Your instructions:
Without the pictures, print each of the records below exactly as it appears.

Exercise inputs:
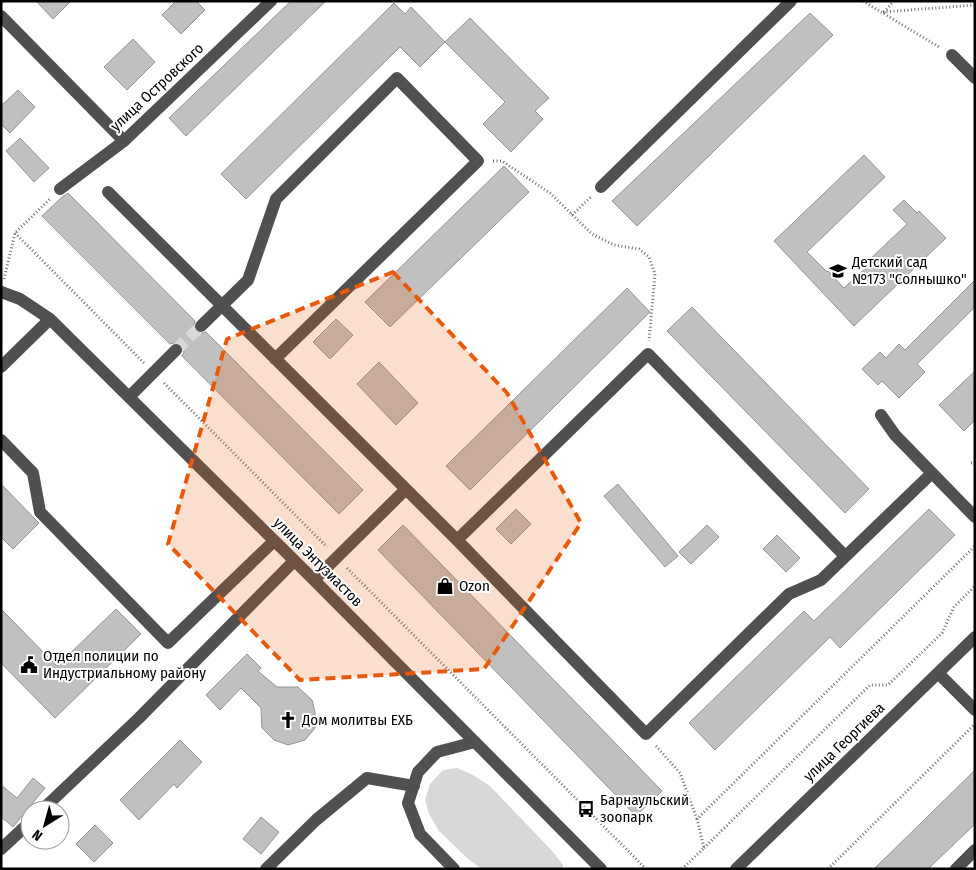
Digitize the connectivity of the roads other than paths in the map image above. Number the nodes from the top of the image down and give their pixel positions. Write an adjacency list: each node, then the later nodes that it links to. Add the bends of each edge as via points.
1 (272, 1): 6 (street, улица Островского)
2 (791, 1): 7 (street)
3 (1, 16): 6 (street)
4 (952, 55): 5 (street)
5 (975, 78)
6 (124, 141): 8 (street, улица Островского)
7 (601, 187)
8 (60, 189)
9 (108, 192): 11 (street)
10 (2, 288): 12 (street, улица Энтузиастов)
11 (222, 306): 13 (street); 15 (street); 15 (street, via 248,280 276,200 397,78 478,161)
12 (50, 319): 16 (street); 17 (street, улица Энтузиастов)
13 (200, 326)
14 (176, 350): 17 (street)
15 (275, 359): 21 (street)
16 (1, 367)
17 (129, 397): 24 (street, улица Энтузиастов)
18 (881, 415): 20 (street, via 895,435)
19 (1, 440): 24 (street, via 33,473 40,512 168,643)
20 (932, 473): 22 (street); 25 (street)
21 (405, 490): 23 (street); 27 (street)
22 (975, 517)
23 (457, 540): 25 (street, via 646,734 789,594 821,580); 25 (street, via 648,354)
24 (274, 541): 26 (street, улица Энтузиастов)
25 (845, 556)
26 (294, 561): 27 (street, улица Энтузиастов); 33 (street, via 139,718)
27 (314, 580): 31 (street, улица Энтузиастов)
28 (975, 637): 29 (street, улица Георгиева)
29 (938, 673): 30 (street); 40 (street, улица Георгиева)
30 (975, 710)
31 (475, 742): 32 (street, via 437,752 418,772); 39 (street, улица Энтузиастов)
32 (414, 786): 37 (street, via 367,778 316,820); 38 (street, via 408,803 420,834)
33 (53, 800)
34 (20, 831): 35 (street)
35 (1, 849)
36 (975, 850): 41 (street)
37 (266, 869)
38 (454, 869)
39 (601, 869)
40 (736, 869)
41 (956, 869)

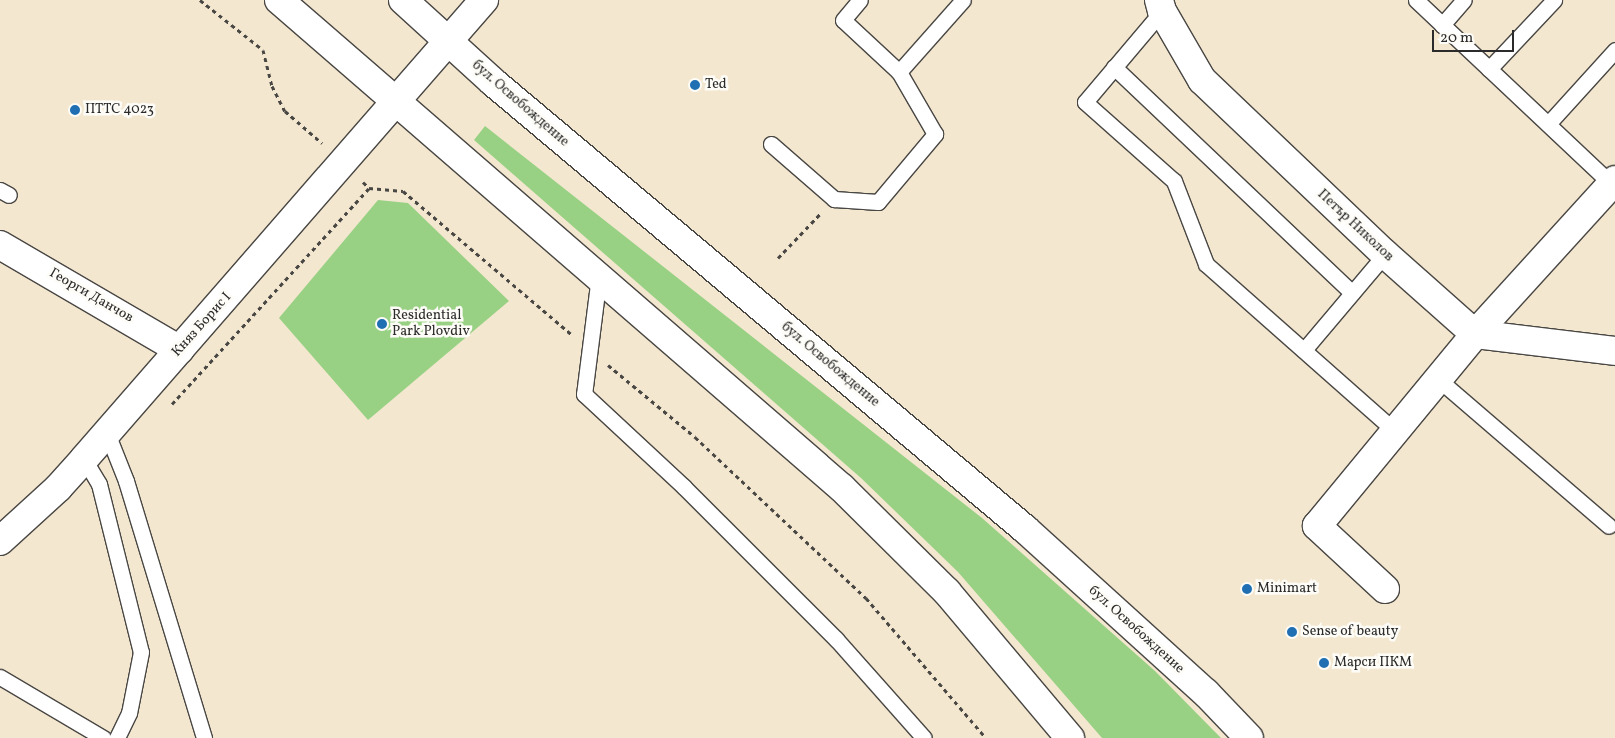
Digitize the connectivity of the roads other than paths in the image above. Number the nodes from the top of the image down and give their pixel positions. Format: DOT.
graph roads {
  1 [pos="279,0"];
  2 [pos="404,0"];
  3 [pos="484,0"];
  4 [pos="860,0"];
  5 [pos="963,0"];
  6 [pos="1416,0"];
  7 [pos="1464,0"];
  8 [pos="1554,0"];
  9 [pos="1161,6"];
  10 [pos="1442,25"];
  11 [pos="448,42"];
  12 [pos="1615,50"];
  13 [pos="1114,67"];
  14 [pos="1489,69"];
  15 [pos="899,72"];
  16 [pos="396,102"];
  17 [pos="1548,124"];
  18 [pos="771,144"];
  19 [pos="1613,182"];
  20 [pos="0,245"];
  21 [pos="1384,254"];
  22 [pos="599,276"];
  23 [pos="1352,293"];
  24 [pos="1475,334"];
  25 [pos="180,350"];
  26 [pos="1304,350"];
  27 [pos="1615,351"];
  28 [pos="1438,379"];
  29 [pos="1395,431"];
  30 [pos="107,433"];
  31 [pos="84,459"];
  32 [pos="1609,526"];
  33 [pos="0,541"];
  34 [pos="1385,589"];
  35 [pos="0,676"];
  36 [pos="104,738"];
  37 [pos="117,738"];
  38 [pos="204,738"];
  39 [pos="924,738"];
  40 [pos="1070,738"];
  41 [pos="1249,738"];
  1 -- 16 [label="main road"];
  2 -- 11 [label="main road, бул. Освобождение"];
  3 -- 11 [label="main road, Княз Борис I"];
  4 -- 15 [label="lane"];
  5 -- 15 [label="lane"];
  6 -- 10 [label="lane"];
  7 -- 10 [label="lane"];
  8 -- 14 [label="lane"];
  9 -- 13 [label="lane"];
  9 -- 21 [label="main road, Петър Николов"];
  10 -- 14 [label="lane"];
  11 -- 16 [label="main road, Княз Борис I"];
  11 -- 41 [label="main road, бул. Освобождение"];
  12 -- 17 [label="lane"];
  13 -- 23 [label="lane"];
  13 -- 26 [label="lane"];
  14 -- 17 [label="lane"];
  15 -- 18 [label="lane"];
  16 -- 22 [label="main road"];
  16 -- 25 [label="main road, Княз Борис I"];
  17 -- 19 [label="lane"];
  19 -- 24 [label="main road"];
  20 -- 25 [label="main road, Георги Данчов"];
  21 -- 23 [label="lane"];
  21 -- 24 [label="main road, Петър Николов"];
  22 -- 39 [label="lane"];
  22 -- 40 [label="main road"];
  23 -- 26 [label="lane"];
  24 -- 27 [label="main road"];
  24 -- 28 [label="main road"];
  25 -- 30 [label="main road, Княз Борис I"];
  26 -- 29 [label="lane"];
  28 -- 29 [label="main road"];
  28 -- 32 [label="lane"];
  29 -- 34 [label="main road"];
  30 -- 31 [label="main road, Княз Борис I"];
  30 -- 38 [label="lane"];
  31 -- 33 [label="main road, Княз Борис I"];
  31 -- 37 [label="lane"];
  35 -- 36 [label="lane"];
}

Result of this task:
Digitize the connectivity of the roads other than paths in the map image above. Number the nodes from the top of the image down and give their pixel positions. Write an adjacency list: each node, then the later nodes that it links to. Add the bends of each edge as via points.
1 (272, 1): 6 (street, улица Островского)
2 (791, 1): 7 (street)
3 (1, 16): 6 (street)
4 (952, 55): 5 (street)
5 (975, 78)
6 (124, 141): 8 (street, улица Островского)
7 (601, 187)
8 (60, 189)
9 (108, 192): 11 (street)
10 (2, 288): 12 (street, улица Энтузиастов)
11 (222, 306): 13 (street); 15 (street); 15 (street, via 248,280 276,200 397,78 478,161)
12 (50, 319): 16 (street); 17 (street, улица Энтузиастов)
13 (200, 326)
14 (176, 350): 17 (street)
15 (275, 359): 21 (street)
16 (1, 367)
17 (129, 397): 24 (street, улица Энтузиастов)
18 (881, 415): 20 (street, via 895,435)
19 (1, 440): 24 (street, via 33,473 40,512 168,643)
20 (932, 473): 22 (street); 25 (street)
21 (405, 490): 23 (street); 27 (street)
22 (975, 517)
23 (457, 540): 25 (street, via 646,734 789,594 821,580); 25 (street, via 648,354)
24 (274, 541): 26 (street, улица Энтузиастов)
25 (845, 556)
26 (294, 561): 27 (street, улица Энтузиастов); 33 (street, via 139,718)
27 (314, 580): 31 (street, улица Энтузиастов)
28 (975, 637): 29 (street, улица Георгиева)
29 (938, 673): 30 (street); 40 (street, улица Георгиева)
30 (975, 710)
31 (475, 742): 32 (street, via 437,752 418,772); 39 (street, улица Энтузиастов)
32 (414, 786): 37 (street, via 367,778 316,820); 38 (street, via 408,803 420,834)
33 (53, 800)
34 (20, 831): 35 (street)
35 (1, 849)
36 (975, 850): 41 (street)
37 (266, 869)
38 (454, 869)
39 (601, 869)
40 (736, 869)
41 (956, 869)

Digitize the connectivity of the roads other than paths in the image above. Number the nodes from the top of the image down and give their pixel positions. Format: DOT.
graph roads {
  1 [pos="279,0"];
  2 [pos="404,0"];
  3 [pos="484,0"];
  4 [pos="860,0"];
  5 [pos="963,0"];
  6 [pos="1416,0"];
  7 [pos="1464,0"];
  8 [pos="1554,0"];
  9 [pos="1161,6"];
  10 [pos="1442,25"];
  11 [pos="448,42"];
  12 [pos="1615,50"];
  13 [pos="1114,67"];
  14 [pos="1489,69"];
  15 [pos="899,72"];
  16 [pos="396,102"];
  17 [pos="1548,124"];
  18 [pos="771,144"];
  19 [pos="1613,182"];
  20 [pos="0,245"];
  21 [pos="1384,254"];
  22 [pos="599,276"];
  23 [pos="1352,293"];
  24 [pos="1475,334"];
  25 [pos="180,350"];
  26 [pos="1304,350"];
  27 [pos="1615,351"];
  28 [pos="1438,379"];
  29 [pos="1395,431"];
  30 [pos="107,433"];
  31 [pos="84,459"];
  32 [pos="1609,526"];
  33 [pos="0,541"];
  34 [pos="1385,589"];
  35 [pos="0,676"];
  36 [pos="104,738"];
  37 [pos="117,738"];
  38 [pos="204,738"];
  39 [pos="924,738"];
  40 [pos="1070,738"];
  41 [pos="1249,738"];
  1 -- 16 [label="main road"];
  2 -- 11 [label="main road, бул. Освобождение"];
  3 -- 11 [label="main road, Княз Борис I"];
  4 -- 15 [label="lane"];
  5 -- 15 [label="lane"];
  6 -- 10 [label="lane"];
  7 -- 10 [label="lane"];
  8 -- 14 [label="lane"];
  9 -- 13 [label="lane"];
  9 -- 21 [label="main road, Петър Николов"];
  10 -- 14 [label="lane"];
  11 -- 16 [label="main road, Княз Борис I"];
  11 -- 41 [label="main road, бул. Освобождение"];
  12 -- 17 [label="lane"];
  13 -- 23 [label="lane"];
  13 -- 26 [label="lane"];
  14 -- 17 [label="lane"];
  15 -- 18 [label="lane"];
  16 -- 22 [label="main road"];
  16 -- 25 [label="main road, Княз Борис I"];
  17 -- 19 [label="lane"];
  19 -- 24 [label="main road"];
  20 -- 25 [label="main road, Георги Данчов"];
  21 -- 23 [label="lane"];
  21 -- 24 [label="main road, Петър Николов"];
  22 -- 39 [label="lane"];
  22 -- 40 [label="main road"];
  23 -- 26 [label="lane"];
  24 -- 27 [label="main road"];
  24 -- 28 [label="main road"];
  25 -- 30 [label="main road, Княз Борис I"];
  26 -- 29 [label="lane"];
  28 -- 29 [label="main road"];
  28 -- 32 [label="lane"];
  29 -- 34 [label="main road"];
  30 -- 31 [label="main road, Княз Борис I"];
  30 -- 38 [label="lane"];
  31 -- 33 [label="main road, Княз Борис I"];
  31 -- 37 [label="lane"];
  35 -- 36 [label="lane"];
}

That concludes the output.